Online Marketplaces 2.0:
In the 2000s, buyers began demanding more trust from these platforms, creating startups like Angie's List, Care.com, Thumbtack, and Fiverr. Compared to 1.0 Marketplaces, 2.0 Marketplaces were more focused. They had advanced filtering, an improved matching service, and user reviews. They also provided communications (chat rooms, messages) and booking infrastructure to enable financial transactions, which allowed them to monetize through membership fees, per-lead pricing, or commissions.
Online Marketplaces 3.0:
By 2010, buyers began demanding more trust and location-based services, leading to the rise of startups such as Uber, Lyft, and Doordash. Compared to 2.0 Marketplaces, 3.0 Marketplaces began to offer more trust (through background checks and guarantees)
Online Marketplaces 4.0:
By 2020, buyers have begun to demand active supervision of the service through hands-on vetting, interviewing, and even training service providers, leading to the rise of startups such as Trusted, Wonderschool, and Honor.
Startups that have been able to evolve along with the growing demands of buyers have not only survived, but grown exponentially, thanks to strong cross-side network effects. These are the three strategies that we can learn from those startups that have survived.
Strategy 1: Start by building out the supply
In marketplace conversations, people inevitably talk about the chicken-or-the-egg problem, referring to the question of choosing whether to start building the marketplace from the supply side or the demand side. If you observe the evolution of marketplaces outlined above, you will notice a pattern.
The buyers (demand) are in control - demanding more from the market as their needs grow. As a budding marketplace then, it's smarter to build out a reliable and verifiable source of providers (supply) first and then focus on the demand side. More than 80% of successful online marketplaces first started by concentrating on building the supply side. Examples of these marketplaces include AirBNB, AngelList, DoorDash, Etsy, Eventbrite, GrubHub, Instacart, Lyft, OpenTable, Thumbtack, Uber. In contrast, very few successful marketplaces started by concentrating their efforts on building the demand (Rover, TaskRabbit, Zillow)
Strategy 2: For growing supply, use a direct sales approach.
Think back to the last time you decided to try out a new service as a buyer (demand). Most likely, you heard about the service from a friend or an online review. This is no surprise because WoM (word-of-mouth) is a useful online marketplace technique to grow its demand. However, it's still more effective to use a direct sales approach to attract sellers (supply) on the supply side.
For example, OpenTable hired sales staff that went around from restaurant to restaurant to demo their software to owners. Other companies that used a direct sales approach early in their marketplace growth include AirBNB, AngelList, DoorDash, Etsy, GrubHub, and OpenTable.
Strategy 3: Monetize the supply side before you start driving demand.
Start by building a product that serves your target supplier.
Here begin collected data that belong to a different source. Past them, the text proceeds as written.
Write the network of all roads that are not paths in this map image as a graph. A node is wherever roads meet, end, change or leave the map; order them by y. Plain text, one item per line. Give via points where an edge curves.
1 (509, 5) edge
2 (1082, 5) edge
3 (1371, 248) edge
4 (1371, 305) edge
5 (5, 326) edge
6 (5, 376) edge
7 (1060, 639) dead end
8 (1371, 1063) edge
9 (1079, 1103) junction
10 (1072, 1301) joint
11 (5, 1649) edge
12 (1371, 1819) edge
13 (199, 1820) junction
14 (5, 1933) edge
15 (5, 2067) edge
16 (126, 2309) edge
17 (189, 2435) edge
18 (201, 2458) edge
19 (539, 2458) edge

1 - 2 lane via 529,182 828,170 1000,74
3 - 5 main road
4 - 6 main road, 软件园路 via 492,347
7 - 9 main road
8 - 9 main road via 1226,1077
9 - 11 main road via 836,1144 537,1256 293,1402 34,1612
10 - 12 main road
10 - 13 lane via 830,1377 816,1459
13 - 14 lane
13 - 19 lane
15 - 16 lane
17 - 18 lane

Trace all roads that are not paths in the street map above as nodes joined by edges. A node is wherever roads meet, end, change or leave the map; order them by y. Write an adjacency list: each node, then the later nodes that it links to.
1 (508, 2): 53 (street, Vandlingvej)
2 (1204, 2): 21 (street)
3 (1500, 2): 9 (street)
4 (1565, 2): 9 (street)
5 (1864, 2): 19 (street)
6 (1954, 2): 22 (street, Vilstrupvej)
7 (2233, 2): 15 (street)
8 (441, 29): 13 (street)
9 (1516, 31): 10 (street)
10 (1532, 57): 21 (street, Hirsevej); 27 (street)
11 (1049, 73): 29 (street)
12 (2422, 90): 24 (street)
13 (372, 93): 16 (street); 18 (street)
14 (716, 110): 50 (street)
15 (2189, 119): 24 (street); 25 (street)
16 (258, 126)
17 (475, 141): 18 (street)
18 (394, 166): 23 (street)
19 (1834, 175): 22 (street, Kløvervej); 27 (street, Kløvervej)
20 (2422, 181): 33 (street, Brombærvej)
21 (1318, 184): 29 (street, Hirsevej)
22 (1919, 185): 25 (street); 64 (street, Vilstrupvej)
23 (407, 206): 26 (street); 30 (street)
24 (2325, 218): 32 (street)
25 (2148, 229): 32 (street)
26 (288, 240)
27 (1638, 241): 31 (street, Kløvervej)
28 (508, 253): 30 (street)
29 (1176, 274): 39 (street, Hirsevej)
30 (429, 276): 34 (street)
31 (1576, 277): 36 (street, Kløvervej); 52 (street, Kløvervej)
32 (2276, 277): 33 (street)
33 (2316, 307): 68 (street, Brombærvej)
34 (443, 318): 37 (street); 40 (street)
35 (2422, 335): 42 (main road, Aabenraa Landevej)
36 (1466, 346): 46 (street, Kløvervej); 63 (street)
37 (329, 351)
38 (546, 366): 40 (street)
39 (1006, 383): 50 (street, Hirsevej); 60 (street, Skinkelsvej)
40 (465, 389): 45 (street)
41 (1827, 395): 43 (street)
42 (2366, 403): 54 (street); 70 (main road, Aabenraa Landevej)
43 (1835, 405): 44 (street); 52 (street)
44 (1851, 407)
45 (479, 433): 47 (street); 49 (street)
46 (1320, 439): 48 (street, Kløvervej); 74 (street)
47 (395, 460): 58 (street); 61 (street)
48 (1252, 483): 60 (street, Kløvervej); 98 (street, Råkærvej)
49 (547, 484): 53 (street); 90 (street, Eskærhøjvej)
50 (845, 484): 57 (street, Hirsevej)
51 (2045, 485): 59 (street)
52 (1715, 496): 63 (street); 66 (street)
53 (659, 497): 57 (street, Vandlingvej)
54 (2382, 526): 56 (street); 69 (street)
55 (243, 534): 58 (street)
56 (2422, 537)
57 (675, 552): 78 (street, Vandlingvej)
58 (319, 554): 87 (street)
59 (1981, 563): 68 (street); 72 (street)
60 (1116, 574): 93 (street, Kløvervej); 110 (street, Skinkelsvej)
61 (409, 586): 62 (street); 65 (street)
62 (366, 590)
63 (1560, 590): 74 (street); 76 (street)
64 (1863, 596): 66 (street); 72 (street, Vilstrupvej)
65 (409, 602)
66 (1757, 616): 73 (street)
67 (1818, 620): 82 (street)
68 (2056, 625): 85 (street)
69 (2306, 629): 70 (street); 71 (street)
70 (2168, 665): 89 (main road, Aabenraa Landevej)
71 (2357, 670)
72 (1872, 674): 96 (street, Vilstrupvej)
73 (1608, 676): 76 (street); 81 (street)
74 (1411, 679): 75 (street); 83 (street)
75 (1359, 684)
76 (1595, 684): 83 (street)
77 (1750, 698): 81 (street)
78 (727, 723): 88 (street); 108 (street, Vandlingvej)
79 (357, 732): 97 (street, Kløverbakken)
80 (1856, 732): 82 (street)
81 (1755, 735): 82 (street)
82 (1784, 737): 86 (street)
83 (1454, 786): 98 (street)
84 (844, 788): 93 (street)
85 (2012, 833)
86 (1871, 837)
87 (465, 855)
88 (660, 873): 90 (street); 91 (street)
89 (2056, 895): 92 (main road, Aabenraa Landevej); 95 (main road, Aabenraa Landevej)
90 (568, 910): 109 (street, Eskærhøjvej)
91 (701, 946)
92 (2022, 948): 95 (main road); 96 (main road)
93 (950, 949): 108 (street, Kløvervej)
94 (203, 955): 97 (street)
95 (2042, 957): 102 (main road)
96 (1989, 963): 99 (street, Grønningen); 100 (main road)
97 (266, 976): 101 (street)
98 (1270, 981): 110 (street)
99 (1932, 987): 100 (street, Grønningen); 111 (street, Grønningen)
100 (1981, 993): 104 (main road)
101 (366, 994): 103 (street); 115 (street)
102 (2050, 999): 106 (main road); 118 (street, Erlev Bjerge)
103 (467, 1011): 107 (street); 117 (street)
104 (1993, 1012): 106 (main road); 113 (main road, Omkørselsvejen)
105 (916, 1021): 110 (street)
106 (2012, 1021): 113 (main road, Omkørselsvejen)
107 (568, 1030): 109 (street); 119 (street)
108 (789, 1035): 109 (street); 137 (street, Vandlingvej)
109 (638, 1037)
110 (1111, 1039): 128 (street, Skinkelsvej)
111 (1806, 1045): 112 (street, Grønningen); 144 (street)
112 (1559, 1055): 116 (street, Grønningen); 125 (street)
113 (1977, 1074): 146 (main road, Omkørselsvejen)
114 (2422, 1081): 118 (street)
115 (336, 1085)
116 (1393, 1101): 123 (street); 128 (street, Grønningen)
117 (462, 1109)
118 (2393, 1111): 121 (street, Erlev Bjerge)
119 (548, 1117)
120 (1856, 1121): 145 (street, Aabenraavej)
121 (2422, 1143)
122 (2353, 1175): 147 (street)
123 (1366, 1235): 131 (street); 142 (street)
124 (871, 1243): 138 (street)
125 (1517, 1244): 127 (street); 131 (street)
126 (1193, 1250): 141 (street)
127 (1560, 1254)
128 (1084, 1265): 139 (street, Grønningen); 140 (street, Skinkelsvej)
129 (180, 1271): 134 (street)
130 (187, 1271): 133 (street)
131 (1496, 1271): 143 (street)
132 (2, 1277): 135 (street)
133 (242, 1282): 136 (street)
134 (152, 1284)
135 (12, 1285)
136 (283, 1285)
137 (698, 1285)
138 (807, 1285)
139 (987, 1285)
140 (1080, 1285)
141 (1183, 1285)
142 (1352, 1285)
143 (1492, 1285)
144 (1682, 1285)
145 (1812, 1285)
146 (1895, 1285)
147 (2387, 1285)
For example, Eventbrite started by offering ticketing software for organizers (supply) for over eight years before shifting their focus to demand. In another example, OpenTable built custom software to help restaurant owners manage their reservation process (previously, the process was manual using a pen and a notebook). OpenTable's sales pitch was 90% "use our software to manage your restaurant better" and 10% "we'll help customers find your restaurant and book a table online."
The above approach allows you to bootstrap your online marketplace by bringing in early revenue before you can focus on building the demand side.
Once your marketplace achieves sufficient supplier liquidity (i.e., an adequate number of suppliers that a buyer can find what they are looking for), you can begin to focus on driving demand until you achieve a robust cross-side network effect - i.e., when the growth of one side (sellers) affects the other side (buyers)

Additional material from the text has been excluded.